Вот так вот, однажды увиденная с крутого берега Сейма узенькая дорожка в лугах да померещившиеся на ней в жарком мареве люди в одеждах странных, кони горячие, вдруг услышанные голоса необычные в ветре над рекой, Шелихова Григория, купеческого сына, из богом забытого на курской земле Рыльска, привели на дорогу широкую, ведущую в историю. Но не знал он, что здесь тоже сильные мира сего распоряжаются и судьбы людские вершат. И это их поле. И здесь они определяют, расти ли горькой полыни или добрым злакам, или вовсе пустым оставаться полю. И сила за ними на поле этом есть. В чинах она, в титулах, в связях родственных, что крепче кованых цепей. И трудно, ох трудно тому, кто на поле это впервые ступит. При удаче чашу вина сладкого поднесут ему, но бывает, что оборачивается вино это горьким и жгучим напитком унижений и обид, разочарований и падений на острые камни.
Не знал Шелихов и того, что будут у него здесь и покровители могущественные, и всесильные противники. Ещё только-только ступив на эту запретную землю, нашёл он уже и друзей, и врагов своих, хотя о том и не думал.
Ранним утром, ещё и воробьи за окном не зачирикали, Иван Ларионович Голиков услышал, как в дверь бухнули кулаком. Да так, будто вороги в город вломились или случился пожар.

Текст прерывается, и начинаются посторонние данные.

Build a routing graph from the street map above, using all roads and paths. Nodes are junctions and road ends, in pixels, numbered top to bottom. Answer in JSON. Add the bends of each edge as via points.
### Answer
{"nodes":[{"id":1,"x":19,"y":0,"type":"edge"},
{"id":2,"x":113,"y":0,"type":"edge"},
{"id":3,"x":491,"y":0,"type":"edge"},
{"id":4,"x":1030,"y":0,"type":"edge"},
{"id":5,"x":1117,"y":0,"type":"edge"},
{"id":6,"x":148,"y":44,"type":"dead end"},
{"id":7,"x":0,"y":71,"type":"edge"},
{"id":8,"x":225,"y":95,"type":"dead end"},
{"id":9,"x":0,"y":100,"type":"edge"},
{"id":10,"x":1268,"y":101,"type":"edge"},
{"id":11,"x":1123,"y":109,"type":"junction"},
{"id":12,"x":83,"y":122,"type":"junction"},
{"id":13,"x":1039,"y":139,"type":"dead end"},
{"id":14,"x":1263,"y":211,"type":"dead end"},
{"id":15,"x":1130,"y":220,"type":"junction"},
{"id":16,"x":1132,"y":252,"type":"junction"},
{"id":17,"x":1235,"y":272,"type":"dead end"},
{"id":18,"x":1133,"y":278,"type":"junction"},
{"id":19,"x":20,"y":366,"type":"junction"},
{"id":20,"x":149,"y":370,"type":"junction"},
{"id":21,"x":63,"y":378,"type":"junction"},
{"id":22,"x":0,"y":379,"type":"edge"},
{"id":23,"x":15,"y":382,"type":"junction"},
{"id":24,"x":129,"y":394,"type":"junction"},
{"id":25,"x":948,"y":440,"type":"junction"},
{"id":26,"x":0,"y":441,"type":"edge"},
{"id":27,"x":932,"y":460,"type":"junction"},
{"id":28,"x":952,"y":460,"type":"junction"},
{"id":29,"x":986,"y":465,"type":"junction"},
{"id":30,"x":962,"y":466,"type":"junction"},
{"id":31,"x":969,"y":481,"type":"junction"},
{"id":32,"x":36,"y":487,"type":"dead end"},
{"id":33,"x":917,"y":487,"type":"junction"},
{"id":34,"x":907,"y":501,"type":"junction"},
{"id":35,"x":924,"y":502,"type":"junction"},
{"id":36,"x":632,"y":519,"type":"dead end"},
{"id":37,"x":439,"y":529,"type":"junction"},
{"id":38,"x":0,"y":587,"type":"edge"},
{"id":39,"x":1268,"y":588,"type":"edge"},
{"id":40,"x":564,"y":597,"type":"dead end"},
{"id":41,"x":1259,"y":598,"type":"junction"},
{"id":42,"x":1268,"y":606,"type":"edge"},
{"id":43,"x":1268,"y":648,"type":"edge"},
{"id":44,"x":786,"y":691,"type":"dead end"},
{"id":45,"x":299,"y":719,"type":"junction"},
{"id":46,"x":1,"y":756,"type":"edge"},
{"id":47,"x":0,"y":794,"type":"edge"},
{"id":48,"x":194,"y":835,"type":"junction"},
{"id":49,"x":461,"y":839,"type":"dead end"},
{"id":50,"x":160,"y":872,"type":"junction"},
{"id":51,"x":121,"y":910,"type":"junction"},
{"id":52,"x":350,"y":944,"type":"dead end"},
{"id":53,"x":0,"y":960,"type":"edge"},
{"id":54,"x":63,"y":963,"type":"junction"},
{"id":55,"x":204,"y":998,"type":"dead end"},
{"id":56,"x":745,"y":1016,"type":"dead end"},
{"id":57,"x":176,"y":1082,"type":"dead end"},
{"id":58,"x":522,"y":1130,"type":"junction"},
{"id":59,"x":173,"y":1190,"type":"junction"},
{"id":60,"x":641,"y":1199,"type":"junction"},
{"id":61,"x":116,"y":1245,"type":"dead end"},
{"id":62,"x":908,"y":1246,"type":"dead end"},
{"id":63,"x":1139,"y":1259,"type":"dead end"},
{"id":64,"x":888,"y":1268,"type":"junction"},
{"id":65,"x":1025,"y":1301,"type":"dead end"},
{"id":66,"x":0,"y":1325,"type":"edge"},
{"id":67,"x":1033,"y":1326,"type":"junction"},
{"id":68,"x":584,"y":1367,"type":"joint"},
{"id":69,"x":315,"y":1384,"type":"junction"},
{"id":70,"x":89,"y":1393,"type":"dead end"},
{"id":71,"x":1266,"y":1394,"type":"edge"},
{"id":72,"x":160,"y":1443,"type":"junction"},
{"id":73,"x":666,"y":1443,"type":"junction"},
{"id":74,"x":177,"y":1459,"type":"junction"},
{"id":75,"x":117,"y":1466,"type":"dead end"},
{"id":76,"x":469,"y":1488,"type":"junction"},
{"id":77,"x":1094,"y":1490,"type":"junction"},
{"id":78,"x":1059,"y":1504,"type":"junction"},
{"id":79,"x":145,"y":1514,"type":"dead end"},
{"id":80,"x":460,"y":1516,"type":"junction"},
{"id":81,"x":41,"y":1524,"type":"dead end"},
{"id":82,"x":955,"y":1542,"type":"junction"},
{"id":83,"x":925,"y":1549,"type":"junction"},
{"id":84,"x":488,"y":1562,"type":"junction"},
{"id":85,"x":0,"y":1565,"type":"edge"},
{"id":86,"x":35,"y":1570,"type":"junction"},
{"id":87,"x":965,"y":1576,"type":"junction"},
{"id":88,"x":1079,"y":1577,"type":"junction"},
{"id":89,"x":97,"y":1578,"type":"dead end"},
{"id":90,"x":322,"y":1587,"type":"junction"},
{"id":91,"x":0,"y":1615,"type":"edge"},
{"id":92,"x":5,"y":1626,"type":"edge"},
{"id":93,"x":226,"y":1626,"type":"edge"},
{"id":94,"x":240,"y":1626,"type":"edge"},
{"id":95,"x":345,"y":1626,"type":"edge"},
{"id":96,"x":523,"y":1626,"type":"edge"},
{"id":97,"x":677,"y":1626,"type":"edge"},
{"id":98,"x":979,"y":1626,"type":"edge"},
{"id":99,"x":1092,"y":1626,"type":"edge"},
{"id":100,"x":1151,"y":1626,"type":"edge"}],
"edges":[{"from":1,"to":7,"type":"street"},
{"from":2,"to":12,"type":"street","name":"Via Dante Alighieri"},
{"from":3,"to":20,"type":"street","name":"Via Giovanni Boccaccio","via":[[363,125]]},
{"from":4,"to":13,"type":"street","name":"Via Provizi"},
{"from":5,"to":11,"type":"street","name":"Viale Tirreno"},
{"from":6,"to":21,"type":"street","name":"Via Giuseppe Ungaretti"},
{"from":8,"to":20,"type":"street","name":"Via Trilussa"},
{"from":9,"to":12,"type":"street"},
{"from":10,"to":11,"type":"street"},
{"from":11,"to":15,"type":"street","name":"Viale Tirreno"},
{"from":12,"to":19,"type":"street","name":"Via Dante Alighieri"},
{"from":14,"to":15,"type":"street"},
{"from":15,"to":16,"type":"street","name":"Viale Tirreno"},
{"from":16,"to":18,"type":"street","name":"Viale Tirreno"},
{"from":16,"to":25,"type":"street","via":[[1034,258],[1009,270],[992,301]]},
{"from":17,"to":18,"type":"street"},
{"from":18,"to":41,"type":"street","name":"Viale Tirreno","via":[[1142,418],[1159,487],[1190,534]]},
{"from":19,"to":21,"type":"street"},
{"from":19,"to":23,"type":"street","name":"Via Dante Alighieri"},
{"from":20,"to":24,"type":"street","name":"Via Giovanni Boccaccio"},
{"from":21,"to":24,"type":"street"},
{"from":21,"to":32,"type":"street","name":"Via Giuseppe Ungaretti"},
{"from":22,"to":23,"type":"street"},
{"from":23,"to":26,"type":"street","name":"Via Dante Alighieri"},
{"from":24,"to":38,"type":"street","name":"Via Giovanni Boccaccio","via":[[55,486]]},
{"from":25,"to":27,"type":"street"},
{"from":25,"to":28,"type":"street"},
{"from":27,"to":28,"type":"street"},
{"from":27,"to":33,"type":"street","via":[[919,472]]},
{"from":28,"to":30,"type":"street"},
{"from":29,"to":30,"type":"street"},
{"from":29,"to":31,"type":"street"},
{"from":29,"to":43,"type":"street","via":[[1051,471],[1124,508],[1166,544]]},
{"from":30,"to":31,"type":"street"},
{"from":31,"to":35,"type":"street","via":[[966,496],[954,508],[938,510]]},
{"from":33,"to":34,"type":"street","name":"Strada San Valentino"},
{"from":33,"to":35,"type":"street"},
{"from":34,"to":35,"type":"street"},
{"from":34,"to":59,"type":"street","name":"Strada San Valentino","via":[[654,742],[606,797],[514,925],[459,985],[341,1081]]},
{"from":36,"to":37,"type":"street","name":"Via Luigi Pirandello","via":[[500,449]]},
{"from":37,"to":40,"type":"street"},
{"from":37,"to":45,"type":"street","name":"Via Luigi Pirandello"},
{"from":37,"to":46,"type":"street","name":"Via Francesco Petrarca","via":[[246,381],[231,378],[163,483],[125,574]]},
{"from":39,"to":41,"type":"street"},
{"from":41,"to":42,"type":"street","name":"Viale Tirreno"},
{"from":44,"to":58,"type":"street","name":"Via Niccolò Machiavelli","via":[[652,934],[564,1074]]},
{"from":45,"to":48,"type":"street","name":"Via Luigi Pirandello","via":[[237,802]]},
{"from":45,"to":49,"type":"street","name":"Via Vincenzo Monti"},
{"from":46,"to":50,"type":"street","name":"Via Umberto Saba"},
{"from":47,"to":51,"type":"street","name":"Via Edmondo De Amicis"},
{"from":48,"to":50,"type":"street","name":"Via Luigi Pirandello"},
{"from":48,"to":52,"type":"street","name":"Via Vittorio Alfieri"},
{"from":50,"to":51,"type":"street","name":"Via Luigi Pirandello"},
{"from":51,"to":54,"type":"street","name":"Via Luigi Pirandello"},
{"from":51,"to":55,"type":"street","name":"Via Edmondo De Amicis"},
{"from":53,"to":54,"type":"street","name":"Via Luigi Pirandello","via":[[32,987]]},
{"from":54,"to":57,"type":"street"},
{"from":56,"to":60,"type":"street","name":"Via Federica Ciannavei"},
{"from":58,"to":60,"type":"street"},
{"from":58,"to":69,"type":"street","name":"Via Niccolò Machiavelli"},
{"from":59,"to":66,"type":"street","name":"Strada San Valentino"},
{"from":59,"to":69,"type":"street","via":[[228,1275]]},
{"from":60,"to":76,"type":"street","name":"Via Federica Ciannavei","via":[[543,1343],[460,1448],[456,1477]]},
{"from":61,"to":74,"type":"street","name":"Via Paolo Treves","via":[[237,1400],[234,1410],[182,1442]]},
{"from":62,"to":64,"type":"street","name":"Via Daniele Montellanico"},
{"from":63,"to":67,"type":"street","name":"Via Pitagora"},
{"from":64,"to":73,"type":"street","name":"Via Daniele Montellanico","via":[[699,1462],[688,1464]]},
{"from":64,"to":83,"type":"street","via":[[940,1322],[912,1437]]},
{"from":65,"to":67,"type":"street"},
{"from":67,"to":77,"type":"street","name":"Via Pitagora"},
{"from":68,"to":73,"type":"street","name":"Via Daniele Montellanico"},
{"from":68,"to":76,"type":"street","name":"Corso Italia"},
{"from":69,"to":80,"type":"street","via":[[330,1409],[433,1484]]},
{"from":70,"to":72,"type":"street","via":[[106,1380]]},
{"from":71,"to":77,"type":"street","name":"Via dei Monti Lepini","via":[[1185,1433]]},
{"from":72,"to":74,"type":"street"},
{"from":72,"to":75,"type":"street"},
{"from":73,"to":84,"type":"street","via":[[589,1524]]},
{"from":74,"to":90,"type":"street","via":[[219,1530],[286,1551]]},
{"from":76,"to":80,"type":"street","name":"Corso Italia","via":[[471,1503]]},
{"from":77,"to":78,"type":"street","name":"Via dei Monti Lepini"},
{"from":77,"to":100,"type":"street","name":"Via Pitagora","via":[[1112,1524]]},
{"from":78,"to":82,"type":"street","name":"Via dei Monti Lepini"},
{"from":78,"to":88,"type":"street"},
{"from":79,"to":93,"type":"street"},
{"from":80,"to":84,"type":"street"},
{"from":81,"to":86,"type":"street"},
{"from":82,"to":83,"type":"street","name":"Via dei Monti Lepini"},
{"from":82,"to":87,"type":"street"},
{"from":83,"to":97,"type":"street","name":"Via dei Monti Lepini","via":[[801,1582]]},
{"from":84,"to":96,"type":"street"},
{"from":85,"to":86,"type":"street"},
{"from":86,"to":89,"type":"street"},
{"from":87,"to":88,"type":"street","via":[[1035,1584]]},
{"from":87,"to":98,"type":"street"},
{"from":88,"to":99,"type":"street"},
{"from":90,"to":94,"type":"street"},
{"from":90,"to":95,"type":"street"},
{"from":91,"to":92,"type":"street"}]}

Иван Ларионович шубейку накинул, подштанники поддёрнул, подскочил. Глянул, а у дверей солдат. Иван Ларионович оконце толкнул, высунулся.
— Ты что, — крикнул со сна севшим голосом, — охальничаешь!
Солдат лицо курносое к нему оборотил. Щёки красные, глаза дерзкие.
— Открывай, — сказал грубо, — депеша.
Ивана Ларионовича робким никто не счёл бы, но тут у него ноги обмякли. Пальчиками он в раму вцепился. Переспросил:
— Депеша?
Но солдат отвернул нахальную рожу и вновь заработал кулаками. Доски, на что уж дверь крепкой была, затрещали. Видать, солдат в Иване Ларионовиче не признал хозяина. Лицом скромен, да и одежда не по купцу. На плече у домашней шубейки прореха и шерсть торчит клочьями. Глаз у солдата зоркий. Всё разглядел.
Иван Ларионович шубу поприличнее накинул, спустился вниз.
В сенях бабка трясучая крестилась у дверей. Шептала:
— Спаси Господь, кто это там...
Старик плешивый, комнатный холоп, слабыми руками хватался за железные засовы.